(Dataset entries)

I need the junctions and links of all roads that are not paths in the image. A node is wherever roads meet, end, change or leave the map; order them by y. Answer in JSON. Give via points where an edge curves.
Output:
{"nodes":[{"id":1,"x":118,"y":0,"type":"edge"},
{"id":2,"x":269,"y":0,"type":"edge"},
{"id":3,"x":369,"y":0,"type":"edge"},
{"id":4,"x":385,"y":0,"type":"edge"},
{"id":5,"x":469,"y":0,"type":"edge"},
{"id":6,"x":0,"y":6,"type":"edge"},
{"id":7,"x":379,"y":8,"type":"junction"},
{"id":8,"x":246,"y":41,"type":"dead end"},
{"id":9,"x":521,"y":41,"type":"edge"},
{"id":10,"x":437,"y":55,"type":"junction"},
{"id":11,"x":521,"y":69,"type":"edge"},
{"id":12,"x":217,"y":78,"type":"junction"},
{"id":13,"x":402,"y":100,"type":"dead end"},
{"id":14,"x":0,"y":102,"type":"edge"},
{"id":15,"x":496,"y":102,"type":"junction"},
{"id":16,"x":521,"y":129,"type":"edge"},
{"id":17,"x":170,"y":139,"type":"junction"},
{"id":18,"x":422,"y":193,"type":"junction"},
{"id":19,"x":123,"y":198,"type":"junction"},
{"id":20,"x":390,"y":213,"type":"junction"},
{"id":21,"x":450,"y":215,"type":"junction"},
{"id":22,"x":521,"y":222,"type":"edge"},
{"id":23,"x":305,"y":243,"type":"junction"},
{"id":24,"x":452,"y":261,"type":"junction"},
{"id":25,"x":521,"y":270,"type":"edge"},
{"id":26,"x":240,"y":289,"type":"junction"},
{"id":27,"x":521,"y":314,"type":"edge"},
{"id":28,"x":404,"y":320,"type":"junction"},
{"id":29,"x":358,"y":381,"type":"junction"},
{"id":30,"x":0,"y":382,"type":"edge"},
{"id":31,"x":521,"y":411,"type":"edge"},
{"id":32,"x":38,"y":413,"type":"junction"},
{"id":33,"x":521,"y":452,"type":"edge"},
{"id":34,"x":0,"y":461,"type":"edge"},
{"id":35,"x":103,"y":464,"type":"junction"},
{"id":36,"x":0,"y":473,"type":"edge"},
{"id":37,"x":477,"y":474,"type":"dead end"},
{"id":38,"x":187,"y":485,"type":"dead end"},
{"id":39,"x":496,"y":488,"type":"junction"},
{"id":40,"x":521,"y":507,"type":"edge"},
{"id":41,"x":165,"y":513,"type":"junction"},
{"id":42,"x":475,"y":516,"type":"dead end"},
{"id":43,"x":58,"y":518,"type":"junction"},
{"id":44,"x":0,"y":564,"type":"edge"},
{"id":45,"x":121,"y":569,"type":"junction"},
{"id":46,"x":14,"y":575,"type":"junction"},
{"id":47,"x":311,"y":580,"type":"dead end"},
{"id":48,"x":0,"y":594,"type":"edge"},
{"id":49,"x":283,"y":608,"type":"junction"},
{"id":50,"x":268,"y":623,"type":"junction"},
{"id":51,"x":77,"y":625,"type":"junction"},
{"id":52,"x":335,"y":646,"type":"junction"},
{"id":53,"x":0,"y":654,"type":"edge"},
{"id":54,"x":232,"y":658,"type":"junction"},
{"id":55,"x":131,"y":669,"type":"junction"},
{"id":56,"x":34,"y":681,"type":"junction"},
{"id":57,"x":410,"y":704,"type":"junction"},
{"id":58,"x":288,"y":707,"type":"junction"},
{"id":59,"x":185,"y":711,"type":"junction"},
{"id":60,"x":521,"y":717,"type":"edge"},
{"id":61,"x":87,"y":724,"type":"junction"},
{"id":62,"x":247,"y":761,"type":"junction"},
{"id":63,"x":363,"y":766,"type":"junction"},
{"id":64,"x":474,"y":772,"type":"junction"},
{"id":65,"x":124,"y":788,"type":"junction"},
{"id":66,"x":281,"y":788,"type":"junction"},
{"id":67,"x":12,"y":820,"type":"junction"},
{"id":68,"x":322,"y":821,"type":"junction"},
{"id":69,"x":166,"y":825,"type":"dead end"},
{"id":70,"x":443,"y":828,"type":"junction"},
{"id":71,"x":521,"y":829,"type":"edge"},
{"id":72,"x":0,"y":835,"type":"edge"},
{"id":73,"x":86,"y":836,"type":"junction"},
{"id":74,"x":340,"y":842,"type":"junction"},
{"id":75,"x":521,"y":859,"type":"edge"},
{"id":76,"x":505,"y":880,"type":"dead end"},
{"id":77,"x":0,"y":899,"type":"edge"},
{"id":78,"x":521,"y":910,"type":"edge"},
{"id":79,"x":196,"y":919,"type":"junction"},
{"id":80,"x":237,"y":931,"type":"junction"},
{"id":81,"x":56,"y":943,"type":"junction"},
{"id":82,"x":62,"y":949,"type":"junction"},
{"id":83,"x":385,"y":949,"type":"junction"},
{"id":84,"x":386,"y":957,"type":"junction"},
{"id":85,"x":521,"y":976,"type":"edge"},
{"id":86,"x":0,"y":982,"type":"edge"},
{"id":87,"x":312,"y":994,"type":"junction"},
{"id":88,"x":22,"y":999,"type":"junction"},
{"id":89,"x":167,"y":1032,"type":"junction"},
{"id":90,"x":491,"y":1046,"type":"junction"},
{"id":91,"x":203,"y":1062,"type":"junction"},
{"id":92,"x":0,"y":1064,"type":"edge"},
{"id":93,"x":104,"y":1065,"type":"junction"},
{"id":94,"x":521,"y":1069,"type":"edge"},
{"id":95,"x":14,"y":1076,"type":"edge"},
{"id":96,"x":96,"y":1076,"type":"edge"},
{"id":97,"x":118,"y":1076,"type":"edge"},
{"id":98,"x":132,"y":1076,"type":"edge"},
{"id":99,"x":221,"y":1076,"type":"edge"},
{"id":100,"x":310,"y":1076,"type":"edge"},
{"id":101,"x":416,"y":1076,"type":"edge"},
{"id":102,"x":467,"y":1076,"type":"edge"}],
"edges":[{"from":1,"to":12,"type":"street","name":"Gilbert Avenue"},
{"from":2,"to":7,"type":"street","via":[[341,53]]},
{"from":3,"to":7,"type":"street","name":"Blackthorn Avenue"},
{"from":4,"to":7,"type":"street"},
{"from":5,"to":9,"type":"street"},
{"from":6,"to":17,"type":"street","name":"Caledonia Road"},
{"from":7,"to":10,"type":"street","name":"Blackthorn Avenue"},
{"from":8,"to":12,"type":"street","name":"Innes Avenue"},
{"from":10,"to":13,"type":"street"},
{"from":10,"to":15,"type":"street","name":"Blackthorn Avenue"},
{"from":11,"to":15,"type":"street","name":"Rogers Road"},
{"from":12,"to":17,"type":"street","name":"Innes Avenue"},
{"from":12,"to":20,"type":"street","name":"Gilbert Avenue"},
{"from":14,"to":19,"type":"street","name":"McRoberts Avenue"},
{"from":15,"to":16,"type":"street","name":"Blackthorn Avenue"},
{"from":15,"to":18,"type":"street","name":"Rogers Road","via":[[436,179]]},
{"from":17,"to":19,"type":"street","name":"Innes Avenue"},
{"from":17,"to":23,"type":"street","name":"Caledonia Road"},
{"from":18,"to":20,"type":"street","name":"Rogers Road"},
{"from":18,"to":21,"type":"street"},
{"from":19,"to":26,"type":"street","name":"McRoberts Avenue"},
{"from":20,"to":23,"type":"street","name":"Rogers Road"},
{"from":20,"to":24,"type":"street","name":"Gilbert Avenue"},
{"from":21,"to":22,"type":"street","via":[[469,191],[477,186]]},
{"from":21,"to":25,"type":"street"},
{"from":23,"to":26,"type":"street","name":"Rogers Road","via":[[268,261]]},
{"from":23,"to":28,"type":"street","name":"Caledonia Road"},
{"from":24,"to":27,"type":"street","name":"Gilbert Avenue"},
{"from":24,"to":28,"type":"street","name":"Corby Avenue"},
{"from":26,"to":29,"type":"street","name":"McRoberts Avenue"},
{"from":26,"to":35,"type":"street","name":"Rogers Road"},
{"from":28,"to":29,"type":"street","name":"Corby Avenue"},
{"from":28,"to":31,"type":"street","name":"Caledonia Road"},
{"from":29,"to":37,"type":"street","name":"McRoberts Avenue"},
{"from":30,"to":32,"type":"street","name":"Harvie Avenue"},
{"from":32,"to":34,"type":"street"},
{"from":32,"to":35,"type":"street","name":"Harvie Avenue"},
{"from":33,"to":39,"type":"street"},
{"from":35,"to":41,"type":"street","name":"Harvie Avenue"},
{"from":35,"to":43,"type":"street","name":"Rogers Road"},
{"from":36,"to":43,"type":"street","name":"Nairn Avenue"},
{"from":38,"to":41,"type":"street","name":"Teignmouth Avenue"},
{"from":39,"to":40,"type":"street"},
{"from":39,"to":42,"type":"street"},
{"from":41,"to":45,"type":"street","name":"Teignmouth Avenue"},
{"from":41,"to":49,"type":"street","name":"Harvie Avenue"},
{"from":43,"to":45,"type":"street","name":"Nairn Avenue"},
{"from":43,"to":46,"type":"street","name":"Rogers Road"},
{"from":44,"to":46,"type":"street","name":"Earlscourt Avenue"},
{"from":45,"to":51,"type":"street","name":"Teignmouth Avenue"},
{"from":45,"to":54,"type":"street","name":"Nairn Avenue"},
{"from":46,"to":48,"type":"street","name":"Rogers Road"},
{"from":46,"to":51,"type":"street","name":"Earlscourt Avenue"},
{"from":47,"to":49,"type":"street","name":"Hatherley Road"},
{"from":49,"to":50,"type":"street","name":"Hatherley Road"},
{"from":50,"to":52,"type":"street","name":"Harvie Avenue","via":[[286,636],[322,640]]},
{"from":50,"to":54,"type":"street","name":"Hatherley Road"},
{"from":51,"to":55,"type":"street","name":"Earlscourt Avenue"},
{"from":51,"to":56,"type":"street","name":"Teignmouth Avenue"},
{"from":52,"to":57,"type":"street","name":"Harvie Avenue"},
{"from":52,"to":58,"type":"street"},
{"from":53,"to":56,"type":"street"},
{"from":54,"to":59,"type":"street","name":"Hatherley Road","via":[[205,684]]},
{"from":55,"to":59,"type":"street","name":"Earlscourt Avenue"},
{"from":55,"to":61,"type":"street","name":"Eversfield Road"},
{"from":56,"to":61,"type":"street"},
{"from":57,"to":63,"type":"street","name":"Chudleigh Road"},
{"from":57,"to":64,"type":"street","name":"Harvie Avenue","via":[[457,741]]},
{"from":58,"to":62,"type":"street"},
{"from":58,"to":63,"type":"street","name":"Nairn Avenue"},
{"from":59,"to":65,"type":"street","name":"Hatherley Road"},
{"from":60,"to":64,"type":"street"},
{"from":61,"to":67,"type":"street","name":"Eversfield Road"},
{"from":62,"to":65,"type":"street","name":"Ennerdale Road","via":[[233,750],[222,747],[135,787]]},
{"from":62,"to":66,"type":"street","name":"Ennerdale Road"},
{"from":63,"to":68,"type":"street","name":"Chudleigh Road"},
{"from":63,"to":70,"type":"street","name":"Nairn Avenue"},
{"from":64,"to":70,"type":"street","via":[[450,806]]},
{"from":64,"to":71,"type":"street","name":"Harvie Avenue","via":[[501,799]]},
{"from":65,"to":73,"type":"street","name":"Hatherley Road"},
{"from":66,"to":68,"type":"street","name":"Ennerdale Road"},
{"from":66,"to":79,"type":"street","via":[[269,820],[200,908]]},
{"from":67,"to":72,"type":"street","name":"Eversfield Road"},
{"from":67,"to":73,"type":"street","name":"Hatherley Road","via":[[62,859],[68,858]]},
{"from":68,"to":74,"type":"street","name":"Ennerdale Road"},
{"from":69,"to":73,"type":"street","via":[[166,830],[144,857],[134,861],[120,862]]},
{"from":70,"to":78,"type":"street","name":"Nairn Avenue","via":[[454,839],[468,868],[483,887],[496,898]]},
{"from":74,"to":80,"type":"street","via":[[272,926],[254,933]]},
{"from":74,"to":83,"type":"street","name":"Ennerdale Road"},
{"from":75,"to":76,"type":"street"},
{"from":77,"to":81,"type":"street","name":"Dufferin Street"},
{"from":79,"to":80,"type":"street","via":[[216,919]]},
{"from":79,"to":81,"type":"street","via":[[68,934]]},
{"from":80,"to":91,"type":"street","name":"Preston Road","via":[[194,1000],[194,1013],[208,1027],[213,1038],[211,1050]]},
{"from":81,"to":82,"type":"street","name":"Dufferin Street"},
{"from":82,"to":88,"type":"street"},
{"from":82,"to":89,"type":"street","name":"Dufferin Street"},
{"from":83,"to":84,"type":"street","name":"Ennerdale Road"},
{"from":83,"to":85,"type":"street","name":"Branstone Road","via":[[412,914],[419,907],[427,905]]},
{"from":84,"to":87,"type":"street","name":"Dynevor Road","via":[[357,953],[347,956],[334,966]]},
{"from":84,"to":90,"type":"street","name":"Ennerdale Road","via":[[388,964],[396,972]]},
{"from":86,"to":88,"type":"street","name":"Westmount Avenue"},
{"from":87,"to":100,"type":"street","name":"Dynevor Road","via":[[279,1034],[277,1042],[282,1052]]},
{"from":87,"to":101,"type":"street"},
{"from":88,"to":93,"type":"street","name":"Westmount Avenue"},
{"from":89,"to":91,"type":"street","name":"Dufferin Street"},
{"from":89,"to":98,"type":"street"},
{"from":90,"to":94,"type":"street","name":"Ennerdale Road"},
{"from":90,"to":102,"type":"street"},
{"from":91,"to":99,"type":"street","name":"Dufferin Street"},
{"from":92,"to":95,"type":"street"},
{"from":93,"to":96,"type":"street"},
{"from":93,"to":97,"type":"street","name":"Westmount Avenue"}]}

---

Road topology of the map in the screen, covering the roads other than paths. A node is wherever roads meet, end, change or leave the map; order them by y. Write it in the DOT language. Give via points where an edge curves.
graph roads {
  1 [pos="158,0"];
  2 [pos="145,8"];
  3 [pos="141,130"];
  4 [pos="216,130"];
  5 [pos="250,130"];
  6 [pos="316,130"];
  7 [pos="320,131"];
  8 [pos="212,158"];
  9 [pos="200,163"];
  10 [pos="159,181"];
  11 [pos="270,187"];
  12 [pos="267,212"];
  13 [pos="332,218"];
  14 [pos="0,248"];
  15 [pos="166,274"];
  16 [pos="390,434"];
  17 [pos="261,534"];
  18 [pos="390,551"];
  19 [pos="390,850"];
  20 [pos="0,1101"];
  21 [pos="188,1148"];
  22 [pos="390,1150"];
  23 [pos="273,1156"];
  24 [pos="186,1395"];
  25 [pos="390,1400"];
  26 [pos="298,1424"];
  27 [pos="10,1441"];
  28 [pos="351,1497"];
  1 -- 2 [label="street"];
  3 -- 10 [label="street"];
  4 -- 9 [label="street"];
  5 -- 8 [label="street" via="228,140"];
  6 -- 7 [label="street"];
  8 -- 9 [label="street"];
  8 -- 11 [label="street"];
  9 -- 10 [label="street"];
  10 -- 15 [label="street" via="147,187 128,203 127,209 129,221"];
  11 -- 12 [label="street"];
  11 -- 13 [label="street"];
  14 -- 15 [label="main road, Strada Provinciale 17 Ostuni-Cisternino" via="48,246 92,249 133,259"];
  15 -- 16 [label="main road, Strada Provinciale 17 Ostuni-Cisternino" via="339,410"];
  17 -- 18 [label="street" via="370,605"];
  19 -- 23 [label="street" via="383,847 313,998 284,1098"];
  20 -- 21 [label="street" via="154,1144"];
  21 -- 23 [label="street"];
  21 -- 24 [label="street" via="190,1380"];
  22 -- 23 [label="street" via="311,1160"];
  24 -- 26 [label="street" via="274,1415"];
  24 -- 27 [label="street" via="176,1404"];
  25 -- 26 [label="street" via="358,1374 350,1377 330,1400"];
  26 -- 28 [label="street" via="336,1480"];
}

● Task to carry out
Look through the records and copy down every line that holds "Nairn".

● Worked solution
{"from":36,"to":43,"type":"street","name":"Nairn Avenue"},
{"from":43,"to":45,"type":"street","name":"Nairn Avenue"},
{"from":45,"to":54,"type":"street","name":"Nairn Avenue"},
{"from":58,"to":63,"type":"street","name":"Nairn Avenue"},
{"from":63,"to":70,"type":"street","name":"Nairn Avenue"},
{"from":70,"to":78,"type":"street","name":"Nairn Avenue","via":[[454,839],[468,868],[483,887],[496,898]]},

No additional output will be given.